Police Activity - Machine Learning (Python)
This a dataset on traffic stops by police traffic in Rhode Island, United States of America. Let’s first import the data using pandas, which is a Python package, and do some validation and error checking. Do note that error checking is extremely important to be done as soon as possible, at it avoids us from more grim future problems.

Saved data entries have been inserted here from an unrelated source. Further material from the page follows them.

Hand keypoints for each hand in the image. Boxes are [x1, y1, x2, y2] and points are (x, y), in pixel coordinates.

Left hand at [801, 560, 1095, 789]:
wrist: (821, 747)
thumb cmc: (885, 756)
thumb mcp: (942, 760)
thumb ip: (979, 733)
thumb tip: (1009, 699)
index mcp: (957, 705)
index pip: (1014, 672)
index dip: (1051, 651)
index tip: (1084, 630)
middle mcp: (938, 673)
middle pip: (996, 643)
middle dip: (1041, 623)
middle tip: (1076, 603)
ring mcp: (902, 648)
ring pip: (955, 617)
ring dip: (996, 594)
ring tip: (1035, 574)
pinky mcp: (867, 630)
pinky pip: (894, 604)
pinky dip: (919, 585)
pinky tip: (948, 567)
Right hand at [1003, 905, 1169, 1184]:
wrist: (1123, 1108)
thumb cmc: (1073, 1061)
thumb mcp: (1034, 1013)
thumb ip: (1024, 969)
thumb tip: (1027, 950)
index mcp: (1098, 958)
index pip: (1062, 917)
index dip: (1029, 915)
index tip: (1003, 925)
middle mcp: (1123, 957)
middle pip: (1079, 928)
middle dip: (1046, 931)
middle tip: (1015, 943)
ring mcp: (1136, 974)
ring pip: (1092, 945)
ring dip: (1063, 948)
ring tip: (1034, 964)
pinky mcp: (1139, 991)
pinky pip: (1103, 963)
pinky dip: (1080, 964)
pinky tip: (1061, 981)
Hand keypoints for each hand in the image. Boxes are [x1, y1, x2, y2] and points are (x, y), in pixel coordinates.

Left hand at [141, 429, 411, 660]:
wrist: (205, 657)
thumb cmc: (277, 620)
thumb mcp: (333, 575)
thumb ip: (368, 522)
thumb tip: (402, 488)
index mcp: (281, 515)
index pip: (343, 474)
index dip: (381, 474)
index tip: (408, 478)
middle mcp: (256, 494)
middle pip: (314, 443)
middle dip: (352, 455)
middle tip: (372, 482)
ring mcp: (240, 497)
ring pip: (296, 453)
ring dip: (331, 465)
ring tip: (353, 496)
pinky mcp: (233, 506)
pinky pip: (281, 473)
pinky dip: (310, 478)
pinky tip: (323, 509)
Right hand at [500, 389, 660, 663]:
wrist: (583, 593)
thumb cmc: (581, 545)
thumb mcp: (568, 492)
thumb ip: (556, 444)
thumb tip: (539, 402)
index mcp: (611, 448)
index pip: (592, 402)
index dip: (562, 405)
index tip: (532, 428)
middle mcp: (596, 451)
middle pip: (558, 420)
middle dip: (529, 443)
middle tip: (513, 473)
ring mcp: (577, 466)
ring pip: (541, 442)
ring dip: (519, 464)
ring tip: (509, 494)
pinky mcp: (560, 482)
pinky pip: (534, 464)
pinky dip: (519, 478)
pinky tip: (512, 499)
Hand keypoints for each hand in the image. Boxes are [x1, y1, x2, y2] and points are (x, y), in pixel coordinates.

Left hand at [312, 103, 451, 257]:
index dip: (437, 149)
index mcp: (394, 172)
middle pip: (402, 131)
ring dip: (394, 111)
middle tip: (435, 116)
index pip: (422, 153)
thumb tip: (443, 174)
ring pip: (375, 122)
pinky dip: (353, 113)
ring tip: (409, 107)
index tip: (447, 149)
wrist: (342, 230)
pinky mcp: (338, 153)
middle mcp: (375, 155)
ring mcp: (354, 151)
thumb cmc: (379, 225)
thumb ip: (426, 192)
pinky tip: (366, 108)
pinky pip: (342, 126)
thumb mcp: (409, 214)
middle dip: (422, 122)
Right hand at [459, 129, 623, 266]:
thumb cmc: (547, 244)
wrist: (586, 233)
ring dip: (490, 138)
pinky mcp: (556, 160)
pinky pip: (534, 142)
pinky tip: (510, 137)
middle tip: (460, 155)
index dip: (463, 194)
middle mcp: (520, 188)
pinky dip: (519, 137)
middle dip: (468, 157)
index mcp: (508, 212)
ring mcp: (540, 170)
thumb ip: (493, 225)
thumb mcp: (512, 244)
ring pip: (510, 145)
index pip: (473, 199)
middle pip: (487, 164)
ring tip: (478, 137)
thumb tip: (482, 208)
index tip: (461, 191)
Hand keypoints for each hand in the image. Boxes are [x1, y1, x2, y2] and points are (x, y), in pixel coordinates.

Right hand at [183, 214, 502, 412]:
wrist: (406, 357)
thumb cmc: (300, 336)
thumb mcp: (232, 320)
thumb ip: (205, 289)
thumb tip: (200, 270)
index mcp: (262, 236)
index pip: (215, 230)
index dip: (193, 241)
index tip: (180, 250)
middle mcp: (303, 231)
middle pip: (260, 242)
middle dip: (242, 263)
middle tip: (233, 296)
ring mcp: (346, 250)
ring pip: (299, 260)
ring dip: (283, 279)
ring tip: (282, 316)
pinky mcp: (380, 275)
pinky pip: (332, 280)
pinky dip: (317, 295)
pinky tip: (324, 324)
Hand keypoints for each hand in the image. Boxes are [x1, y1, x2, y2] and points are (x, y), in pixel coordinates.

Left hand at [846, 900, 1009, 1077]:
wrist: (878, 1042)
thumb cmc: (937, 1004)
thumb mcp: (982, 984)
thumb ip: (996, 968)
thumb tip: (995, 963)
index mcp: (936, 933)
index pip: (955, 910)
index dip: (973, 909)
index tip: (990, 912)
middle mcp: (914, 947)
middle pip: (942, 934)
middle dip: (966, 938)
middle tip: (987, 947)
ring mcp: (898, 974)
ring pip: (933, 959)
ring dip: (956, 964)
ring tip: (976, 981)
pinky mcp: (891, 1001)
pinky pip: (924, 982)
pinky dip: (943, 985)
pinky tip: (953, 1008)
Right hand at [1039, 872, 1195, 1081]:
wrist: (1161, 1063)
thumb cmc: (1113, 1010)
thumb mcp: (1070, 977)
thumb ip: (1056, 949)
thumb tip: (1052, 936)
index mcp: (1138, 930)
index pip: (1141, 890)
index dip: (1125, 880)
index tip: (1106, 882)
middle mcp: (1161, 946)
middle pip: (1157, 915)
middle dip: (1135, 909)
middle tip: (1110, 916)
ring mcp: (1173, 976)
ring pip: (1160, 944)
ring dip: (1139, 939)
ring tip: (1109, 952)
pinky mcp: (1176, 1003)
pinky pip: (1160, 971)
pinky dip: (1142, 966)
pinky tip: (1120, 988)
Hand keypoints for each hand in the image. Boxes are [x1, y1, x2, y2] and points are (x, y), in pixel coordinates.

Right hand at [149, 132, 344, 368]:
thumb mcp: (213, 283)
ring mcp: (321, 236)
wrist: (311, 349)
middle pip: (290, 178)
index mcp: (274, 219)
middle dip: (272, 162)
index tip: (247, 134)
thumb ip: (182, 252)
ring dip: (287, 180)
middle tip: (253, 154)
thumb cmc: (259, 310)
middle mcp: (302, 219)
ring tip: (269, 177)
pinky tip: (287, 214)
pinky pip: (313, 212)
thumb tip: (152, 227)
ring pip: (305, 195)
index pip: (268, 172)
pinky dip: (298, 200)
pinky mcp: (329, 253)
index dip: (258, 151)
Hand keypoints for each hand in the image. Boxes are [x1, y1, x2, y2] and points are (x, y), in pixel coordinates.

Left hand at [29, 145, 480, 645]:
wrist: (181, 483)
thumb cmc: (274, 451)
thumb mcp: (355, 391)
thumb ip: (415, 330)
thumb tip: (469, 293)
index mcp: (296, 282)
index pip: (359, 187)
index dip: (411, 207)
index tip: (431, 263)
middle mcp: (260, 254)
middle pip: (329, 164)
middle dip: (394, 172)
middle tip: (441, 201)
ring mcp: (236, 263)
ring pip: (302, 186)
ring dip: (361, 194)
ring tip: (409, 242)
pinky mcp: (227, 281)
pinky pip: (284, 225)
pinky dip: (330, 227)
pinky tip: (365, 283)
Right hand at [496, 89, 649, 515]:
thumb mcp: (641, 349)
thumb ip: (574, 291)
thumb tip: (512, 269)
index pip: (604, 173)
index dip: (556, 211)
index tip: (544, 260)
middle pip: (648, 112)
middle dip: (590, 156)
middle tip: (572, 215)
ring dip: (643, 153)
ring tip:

# Import the pandas library as pd
import pandas as pd
# Read 'police.csv' into a DataFrame named ri
ri = pd.read_csv('police.csv')
# Examine the head of the DataFrame
print(ri.head())
# Count the number of missing values in each column
# .sum() method count the value of nulls where True = 1 and False = 0
# Thus the number of counts in each columns represent the number of missing values
print(ri.isnull().sum())
state stop_date stop_time county_name driver_gender driver_race \
0 RI 2005-01-04 12:55 NaN M White
1 RI 2005-01-23 23:15 NaN M White
2 RI 2005-02-17 04:15 NaN M White
3 RI 2005-02-20 17:15 NaN M White
4 RI 2005-02-24 01:20 NaN F White
violation_raw violation search_conducted search_type \
0 Equipment/Inspection Violation Equipment False NaN
1 Speeding Speeding False NaN
2 Speeding Speeding False NaN
3 Call for Service Other False NaN
4 Speeding Speeding False NaN
stop_outcome is_arrested stop_duration drugs_related_stop district
0 Citation False 0-15 Min False Zone X4
1 Citation False 0-15 Min False Zone K3
2 Citation False 0-15 Min False Zone X4
3 Arrest Driver True 16-30 Min False Zone X1
4 Citation False 0-15 Min False Zone X3
state 0
stop_date 0
stop_time 0
county_name 91741
driver_gender 5205
driver_race 5202
violation_raw 5202
violation 5202
search_conducted 0
search_type 88434
stop_outcome 5202
is_arrested 5202
stop_duration 5202
drugs_related_stop 0
district 0
dtype: int64
Since we already knows our data came from the state of Rhode Island, the ‘state’ column is obsolete. Also, since the county_name has the same number of missing/null values as to the total number of rows in the dataset(which means all values in that column are missing value), we can also remove that column
# Examine the shape of the DataFrame
print(ri.shape)
# Drop the 'county_name' and 'state' columns
# Axis specify if we are removing the rows or the columns
# inplace=True allow us to modify the dataset directly without the need to
# create new assignment such as ri = ri.drop(['county_name', 'state'], axis='columns')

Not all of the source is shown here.